Dear Brenston: March 1, 2019
I don’t know what to do for spring break. Got any ideas?
Don’t want to go home? Don’t want to stay at school? Don’t want to go to America’s theme park, the one and only Doggy-wood?
Here’s a tip. Steal a car, and drive until the road runs out.
I have crippling depression, and this first half of the semester has gone by without me getting a single thing done. How do I get help?
Talk to others–and not just fictional dogs. I recommend your rector, your family—maybe even stop by the UCC. It’s free, and here expressly for your benefit. Whatever you do—please don’t try to slog through this alone! We are with you. Bark.
I’m going to be leaving Notre Dame soon. What should I do before leaving this place?
Dear Wisty RomRom,
Go to your freshman year roommate. Tell them you will never forget them. Go to Fr. Jenkins. Tell him you will never forget him. Go to the first TA you ever felt neglected by. Tell them you will never forget them. Go to the geese by the lake. Throw rocks at them.
Your advice letters stink! They rarely seem to be written thoughtfully, and you treat your readers like garbage.
That’s not a question. Besides, I’m a dog. I like garbage.

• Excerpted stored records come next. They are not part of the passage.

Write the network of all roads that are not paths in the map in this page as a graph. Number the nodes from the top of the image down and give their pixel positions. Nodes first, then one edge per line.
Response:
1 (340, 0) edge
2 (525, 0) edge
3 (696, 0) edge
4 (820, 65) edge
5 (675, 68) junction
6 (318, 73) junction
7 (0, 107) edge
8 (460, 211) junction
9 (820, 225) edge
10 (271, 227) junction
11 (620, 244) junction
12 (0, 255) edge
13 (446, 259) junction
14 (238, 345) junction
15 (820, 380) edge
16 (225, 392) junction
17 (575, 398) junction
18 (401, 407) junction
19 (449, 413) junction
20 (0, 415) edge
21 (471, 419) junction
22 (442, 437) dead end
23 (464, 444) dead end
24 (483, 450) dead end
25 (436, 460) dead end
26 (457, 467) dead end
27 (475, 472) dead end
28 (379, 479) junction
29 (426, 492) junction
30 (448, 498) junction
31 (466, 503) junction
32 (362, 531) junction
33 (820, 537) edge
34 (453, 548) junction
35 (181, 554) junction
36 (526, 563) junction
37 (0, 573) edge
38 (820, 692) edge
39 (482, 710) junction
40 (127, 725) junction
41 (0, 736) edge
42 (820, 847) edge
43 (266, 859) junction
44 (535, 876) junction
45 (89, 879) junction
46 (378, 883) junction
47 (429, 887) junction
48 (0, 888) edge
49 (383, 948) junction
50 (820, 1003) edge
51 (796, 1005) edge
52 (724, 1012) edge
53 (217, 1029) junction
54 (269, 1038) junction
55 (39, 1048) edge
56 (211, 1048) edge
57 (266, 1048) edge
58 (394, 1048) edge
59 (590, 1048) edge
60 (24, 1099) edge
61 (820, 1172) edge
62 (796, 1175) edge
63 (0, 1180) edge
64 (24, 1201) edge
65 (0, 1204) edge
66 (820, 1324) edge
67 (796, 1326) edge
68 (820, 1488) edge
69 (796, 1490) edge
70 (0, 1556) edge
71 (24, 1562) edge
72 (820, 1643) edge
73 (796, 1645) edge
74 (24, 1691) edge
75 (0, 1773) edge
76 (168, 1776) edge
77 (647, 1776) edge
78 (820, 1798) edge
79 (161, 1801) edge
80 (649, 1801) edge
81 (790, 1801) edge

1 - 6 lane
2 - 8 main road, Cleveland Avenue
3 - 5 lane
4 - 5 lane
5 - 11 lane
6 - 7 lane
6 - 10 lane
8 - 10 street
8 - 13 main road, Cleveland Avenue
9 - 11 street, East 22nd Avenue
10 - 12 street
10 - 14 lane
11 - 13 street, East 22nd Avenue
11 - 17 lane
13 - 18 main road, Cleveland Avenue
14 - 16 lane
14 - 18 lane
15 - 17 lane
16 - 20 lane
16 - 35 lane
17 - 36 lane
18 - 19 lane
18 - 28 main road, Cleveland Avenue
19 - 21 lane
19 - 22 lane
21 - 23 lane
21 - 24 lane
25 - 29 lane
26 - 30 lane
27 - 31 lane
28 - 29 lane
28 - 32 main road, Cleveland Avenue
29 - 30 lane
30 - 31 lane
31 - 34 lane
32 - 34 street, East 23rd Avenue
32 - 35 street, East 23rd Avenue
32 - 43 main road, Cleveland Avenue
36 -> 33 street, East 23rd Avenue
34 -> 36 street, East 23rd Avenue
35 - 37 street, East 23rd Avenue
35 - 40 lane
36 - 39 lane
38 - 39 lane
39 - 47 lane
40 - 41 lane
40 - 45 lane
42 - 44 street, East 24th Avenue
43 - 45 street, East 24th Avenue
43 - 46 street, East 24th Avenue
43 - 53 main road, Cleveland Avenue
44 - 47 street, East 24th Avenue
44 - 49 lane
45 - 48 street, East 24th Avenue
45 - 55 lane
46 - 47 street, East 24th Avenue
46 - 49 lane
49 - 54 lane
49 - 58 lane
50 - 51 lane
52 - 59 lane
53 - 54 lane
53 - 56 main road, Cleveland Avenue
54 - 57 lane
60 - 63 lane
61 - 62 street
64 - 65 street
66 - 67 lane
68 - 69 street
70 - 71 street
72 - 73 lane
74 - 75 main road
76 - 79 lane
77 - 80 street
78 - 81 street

What are your feelings about cats?
I knew this question would come up eventually. My feelings towards cats are complicated. On the one hand, I have a couple good friends who are cats–Oscar and Munroe. They roam about Notre Dame’s campus observing everything–silently.
On the other hand, I’m a dog. Dogs hate cats, sure as Notre Dame fans hate Michigan and reasonable attitudes towards sports. So, you can understand why I’m hesitant to give a simple answer here.
Brenston is a dog.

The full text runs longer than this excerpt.